March 9th, 2007, 5:11 pm #8

Actually when I think of traveling, I don't even think of guided tours.....

There are endless discussions about the right way to travel:

. guided tour: you'll see all the landmarks, but never meet the real people. Then all depends on the type of guided tour, the extreme being the often Japanese ones that show travelers Europe in a week, when we Europeans think you'd need several years in each place to actually catch what's going on.

. business trip: all depends on the standards of living of the country you're visiting. Being on a business trip often makes you live in airports, **** hotels, upper end restaurants, business meetings, etc.... You will meet real people but they may actually represent a very small minority, and not give you an exact view of the reality of the country.

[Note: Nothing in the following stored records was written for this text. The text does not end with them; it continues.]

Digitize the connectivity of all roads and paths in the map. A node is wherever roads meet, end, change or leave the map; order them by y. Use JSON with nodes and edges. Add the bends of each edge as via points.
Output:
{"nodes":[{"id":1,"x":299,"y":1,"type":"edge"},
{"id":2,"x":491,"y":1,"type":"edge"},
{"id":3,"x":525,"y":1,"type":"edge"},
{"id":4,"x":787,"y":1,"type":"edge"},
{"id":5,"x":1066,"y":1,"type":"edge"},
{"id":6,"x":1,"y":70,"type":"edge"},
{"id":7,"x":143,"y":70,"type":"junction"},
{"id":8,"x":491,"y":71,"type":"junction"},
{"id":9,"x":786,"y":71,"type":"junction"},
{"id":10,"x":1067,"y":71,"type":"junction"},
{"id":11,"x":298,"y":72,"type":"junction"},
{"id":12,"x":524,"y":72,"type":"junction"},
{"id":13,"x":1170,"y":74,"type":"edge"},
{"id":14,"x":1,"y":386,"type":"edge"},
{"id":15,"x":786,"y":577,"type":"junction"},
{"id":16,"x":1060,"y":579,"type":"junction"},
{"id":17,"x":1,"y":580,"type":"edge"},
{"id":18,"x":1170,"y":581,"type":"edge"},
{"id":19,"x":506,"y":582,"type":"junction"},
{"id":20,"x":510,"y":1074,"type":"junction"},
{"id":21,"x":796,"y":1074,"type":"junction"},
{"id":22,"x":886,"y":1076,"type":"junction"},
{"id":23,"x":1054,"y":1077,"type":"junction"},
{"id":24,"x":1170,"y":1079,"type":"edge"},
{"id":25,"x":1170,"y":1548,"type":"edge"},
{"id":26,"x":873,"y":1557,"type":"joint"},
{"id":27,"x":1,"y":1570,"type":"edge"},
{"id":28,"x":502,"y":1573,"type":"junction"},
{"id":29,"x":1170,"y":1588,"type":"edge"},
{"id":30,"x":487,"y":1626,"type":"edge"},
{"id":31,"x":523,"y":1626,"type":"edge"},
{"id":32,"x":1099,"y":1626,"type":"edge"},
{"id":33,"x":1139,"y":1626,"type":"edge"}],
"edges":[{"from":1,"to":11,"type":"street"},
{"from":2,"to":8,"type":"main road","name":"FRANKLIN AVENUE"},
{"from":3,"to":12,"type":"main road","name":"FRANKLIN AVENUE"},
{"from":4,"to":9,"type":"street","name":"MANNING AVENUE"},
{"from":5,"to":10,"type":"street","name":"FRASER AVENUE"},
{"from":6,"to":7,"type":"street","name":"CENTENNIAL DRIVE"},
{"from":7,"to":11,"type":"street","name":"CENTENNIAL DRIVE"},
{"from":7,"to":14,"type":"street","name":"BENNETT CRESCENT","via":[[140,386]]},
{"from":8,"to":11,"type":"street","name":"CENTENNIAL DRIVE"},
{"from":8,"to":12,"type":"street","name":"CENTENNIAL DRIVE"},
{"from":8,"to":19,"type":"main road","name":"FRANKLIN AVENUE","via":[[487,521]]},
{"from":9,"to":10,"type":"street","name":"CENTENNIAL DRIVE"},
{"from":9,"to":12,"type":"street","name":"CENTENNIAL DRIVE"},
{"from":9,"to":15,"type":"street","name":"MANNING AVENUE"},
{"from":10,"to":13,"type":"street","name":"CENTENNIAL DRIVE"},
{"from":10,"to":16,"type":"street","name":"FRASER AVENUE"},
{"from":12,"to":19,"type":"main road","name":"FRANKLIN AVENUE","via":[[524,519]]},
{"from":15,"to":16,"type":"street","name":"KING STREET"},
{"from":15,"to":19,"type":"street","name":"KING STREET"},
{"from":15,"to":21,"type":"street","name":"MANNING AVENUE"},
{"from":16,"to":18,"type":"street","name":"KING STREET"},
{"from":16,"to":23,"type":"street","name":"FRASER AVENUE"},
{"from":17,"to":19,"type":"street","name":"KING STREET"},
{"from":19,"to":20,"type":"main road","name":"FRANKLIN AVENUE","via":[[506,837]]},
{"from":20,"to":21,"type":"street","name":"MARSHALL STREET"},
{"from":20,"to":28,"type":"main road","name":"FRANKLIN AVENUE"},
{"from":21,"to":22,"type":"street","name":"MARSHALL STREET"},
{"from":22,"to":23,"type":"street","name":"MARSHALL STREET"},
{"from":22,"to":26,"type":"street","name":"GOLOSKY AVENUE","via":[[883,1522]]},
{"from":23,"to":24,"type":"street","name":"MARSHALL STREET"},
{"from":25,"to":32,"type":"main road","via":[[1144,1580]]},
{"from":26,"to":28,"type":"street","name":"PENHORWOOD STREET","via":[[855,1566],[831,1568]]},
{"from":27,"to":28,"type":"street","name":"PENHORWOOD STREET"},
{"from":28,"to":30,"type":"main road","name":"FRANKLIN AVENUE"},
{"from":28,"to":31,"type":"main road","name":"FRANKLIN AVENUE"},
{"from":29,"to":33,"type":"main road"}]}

. travel on one's own. Easy to organize in the large majority of places. Will give you an opportunity to meet people, but sometimes you may miss the cultural details or explanations that could be supplied by a tour guide. Then all depends on the means of transportation you choose: a car is always convenient but generally isolates you from most of the population. Walking is often a nice way to meet poeple. And for long distances buses and traisn are generally a better way to meet people than planes.

To each his own....


Traveling is not a matter of means, at least for those of us who have the chance to live in the developed (ie rich) world. I know many people who choose to save all their money for traveling rather than owning a house, cars, etc....

Unlike what most Americans may think, most people from the developed world travel abroad. The most extreme, to my feeling, are the Dutch. The Netherlands have a 10 million population but you find Dutch travelers abolutely everywhere on the planet.

Marseil.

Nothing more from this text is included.